Available data:
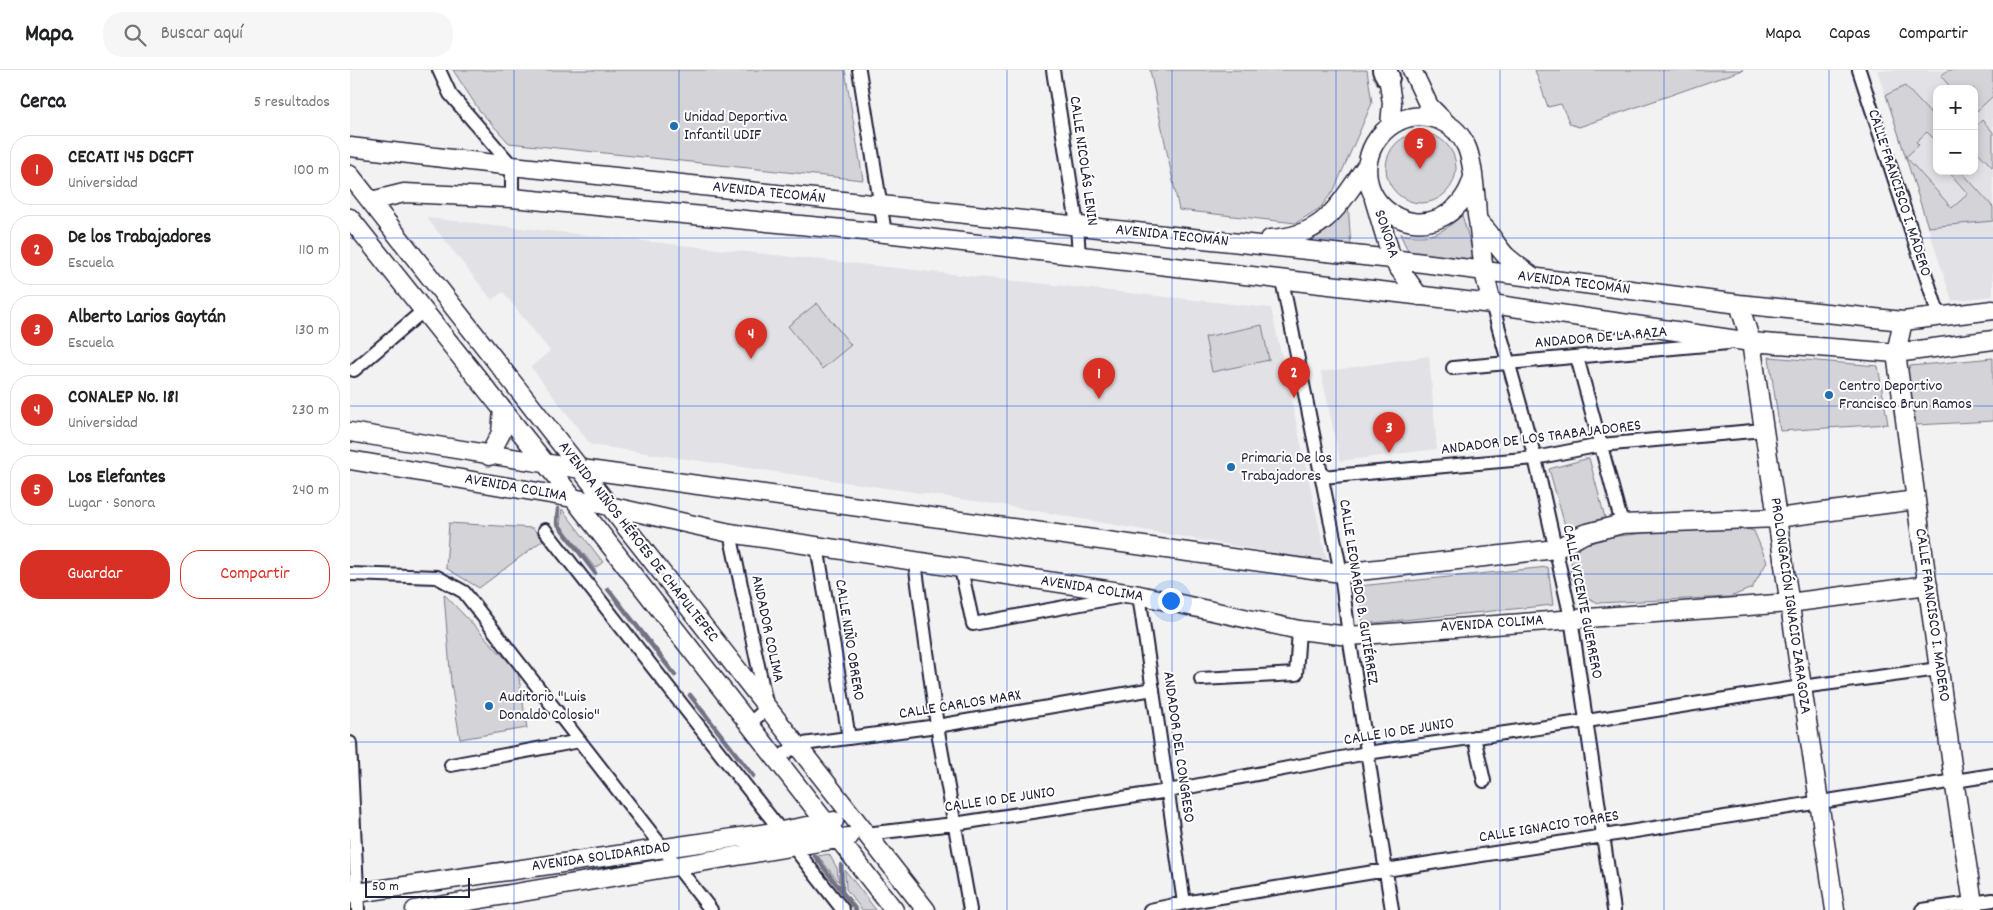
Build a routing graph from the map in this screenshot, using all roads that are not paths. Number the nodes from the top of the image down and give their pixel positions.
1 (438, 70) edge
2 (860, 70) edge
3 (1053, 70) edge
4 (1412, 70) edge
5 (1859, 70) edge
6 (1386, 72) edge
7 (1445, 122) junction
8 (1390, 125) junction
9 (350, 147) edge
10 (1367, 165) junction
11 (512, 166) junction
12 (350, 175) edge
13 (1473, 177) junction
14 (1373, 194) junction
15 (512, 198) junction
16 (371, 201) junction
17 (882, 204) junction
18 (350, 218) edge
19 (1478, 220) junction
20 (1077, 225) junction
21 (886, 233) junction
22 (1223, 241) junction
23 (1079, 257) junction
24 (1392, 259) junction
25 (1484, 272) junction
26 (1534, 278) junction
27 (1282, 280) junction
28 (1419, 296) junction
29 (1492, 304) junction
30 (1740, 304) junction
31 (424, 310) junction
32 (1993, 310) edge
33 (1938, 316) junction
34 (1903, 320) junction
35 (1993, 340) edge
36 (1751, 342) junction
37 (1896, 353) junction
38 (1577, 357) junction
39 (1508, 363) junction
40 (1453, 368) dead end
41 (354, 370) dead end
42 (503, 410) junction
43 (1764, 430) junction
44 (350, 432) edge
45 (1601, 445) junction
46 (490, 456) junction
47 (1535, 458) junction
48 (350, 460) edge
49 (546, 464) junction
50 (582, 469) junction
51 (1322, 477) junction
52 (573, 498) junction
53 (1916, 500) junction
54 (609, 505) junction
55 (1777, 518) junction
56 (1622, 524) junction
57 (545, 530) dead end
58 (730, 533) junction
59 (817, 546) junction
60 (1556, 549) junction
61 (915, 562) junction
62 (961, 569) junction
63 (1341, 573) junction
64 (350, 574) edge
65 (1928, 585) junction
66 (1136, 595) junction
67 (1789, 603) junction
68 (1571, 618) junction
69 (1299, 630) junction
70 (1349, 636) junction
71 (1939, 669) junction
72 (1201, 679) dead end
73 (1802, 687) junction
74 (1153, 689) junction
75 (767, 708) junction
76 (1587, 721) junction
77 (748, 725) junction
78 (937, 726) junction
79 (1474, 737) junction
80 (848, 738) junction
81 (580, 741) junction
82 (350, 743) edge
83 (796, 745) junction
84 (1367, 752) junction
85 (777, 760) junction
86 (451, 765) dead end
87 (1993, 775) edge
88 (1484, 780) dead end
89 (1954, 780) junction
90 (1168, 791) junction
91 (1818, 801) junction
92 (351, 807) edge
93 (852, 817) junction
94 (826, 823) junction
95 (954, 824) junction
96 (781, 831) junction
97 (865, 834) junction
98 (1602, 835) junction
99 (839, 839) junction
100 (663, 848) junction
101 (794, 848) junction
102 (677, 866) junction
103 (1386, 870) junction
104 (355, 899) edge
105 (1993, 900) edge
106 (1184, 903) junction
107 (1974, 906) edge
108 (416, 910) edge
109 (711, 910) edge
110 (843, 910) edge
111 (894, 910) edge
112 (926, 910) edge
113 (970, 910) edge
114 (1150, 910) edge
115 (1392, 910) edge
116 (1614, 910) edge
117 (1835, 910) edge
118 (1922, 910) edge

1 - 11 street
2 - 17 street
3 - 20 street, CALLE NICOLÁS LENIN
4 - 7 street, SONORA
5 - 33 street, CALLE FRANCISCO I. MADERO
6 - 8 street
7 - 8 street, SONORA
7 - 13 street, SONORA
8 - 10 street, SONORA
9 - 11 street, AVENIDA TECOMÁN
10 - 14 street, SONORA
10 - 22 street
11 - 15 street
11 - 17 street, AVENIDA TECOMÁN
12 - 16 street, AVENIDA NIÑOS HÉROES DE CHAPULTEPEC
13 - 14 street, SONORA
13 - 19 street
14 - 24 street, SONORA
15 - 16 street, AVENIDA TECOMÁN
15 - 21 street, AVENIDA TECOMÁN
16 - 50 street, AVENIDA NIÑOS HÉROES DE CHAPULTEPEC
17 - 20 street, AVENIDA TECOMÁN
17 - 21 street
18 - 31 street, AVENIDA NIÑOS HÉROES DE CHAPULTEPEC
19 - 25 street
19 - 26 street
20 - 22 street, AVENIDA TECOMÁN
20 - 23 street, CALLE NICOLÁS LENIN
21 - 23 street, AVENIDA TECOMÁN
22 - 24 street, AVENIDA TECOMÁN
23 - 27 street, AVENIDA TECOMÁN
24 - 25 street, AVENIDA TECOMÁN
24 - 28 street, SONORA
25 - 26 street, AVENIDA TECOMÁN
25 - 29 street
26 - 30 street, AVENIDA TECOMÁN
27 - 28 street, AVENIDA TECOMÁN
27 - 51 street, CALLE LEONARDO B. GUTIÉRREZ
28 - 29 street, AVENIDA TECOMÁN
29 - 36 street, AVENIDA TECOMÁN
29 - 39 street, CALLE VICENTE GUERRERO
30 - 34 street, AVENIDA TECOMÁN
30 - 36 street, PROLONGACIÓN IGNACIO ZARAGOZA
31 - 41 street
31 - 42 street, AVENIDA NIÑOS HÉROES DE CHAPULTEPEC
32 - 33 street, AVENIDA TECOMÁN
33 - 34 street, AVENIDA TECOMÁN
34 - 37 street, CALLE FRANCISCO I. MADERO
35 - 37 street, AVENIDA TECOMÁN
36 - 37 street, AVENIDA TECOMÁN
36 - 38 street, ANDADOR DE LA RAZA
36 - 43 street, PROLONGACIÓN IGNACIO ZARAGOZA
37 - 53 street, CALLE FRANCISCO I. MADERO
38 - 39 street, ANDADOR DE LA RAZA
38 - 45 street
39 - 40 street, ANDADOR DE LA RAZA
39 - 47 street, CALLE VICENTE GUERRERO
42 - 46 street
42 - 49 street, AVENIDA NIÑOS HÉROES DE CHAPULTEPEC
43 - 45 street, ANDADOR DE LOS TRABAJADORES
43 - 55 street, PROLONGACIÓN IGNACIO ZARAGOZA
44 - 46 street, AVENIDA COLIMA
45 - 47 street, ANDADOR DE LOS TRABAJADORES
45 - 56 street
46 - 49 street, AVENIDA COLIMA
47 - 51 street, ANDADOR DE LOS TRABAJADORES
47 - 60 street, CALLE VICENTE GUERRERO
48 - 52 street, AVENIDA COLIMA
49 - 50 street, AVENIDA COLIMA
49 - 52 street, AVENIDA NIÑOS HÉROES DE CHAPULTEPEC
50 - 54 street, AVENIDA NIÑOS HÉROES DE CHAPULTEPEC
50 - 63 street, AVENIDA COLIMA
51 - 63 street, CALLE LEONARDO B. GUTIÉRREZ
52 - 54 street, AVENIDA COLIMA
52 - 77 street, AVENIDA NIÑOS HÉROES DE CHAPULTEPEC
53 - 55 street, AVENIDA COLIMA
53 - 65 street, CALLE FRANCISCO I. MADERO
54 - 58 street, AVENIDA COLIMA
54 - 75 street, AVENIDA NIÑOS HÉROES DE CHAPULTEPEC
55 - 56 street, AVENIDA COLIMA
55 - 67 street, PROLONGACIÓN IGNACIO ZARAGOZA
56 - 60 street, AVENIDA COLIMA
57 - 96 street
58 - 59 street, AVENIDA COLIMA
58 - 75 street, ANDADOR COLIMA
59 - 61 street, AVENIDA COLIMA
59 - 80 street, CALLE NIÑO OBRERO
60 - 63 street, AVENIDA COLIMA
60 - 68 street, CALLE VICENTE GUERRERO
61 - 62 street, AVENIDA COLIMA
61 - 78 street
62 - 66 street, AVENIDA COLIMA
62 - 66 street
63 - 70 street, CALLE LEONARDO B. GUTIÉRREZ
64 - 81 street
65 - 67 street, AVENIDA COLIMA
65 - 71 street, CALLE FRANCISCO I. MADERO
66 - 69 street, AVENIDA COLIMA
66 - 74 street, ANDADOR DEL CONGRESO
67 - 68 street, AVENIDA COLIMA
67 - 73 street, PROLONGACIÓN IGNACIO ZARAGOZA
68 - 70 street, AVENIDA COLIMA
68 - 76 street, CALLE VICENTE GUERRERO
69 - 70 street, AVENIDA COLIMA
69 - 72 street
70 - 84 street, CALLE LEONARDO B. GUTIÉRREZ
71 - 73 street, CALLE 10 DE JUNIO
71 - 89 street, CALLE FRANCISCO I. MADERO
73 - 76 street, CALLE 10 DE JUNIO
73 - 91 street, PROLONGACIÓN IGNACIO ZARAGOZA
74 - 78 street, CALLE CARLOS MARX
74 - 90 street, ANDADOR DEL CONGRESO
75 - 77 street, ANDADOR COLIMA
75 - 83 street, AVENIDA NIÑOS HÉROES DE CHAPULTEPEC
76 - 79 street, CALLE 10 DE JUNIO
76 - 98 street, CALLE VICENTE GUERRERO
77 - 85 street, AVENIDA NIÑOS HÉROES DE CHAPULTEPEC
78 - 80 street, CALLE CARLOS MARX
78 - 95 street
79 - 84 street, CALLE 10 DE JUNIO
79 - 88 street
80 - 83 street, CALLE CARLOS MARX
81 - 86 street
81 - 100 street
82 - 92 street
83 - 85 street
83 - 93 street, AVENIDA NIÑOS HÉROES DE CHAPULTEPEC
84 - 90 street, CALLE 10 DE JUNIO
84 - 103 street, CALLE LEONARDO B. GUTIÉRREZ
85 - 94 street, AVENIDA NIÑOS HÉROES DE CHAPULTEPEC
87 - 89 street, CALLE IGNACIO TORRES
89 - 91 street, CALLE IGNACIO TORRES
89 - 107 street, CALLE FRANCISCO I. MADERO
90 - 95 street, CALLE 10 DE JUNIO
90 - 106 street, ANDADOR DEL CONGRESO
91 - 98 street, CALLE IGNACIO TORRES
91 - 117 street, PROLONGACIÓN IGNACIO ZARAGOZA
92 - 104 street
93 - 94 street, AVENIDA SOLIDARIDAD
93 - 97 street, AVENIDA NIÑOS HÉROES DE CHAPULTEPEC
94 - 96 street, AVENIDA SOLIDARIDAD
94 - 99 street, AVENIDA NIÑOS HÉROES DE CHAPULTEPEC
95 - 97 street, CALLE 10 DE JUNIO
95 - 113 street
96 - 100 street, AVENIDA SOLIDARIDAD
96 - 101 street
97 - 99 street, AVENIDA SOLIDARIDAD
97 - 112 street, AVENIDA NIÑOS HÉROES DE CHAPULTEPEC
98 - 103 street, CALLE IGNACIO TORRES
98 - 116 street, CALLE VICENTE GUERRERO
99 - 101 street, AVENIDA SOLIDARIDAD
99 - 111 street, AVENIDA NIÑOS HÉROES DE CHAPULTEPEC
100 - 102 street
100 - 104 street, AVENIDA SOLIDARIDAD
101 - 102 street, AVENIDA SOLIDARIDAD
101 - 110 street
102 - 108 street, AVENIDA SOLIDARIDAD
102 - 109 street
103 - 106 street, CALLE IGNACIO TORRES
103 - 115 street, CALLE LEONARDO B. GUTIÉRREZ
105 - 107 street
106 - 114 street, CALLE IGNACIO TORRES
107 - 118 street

...

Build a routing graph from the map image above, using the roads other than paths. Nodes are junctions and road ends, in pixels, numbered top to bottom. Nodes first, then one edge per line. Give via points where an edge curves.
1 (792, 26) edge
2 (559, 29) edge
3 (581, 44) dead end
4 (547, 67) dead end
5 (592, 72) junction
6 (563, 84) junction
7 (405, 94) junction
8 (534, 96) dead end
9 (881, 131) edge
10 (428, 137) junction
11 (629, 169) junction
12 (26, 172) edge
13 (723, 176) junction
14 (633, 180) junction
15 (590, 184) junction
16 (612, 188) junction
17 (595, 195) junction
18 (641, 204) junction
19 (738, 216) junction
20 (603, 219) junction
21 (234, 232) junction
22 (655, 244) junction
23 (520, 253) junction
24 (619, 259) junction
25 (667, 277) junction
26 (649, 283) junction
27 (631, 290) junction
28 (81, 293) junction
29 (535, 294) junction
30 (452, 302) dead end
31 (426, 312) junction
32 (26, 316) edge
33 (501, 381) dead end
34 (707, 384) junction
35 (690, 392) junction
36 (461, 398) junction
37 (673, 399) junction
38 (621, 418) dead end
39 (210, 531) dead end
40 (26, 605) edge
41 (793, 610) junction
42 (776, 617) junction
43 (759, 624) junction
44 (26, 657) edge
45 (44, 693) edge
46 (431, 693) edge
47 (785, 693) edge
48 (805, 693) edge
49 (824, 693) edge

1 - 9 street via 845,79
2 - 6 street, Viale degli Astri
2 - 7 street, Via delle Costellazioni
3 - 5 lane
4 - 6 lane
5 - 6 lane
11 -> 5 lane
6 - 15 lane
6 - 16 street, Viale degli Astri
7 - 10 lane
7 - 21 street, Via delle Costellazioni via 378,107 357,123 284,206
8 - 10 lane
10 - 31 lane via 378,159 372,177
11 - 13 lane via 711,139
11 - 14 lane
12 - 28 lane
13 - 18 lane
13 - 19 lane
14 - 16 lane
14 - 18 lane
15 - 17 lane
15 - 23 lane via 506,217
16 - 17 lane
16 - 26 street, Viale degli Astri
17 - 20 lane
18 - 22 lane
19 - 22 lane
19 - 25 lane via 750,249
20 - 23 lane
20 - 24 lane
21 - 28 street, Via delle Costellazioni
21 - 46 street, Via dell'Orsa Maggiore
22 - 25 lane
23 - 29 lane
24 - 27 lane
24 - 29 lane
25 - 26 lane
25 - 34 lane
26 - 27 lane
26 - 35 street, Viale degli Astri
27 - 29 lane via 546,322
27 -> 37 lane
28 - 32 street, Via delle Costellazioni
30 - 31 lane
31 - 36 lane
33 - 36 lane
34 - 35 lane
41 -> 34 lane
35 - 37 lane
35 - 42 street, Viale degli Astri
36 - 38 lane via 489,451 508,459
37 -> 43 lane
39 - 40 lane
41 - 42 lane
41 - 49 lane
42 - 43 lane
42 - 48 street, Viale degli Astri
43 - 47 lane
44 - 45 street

Exercise goal:
Go through the lines above and copy any that contain "VICENTE".

Exercise response:
29 - 39 street, CALLE VICENTE GUERRERO
39 - 47 street, CALLE VICENTE GUERRERO
47 - 60 street, CALLE VICENTE GUERRERO
60 - 68 street, CALLE VICENTE GUERRERO
68 - 76 street, CALLE VICENTE GUERRERO
76 - 98 street, CALLE VICENTE GUERRERO
98 - 116 street, CALLE VICENTE GUERRERO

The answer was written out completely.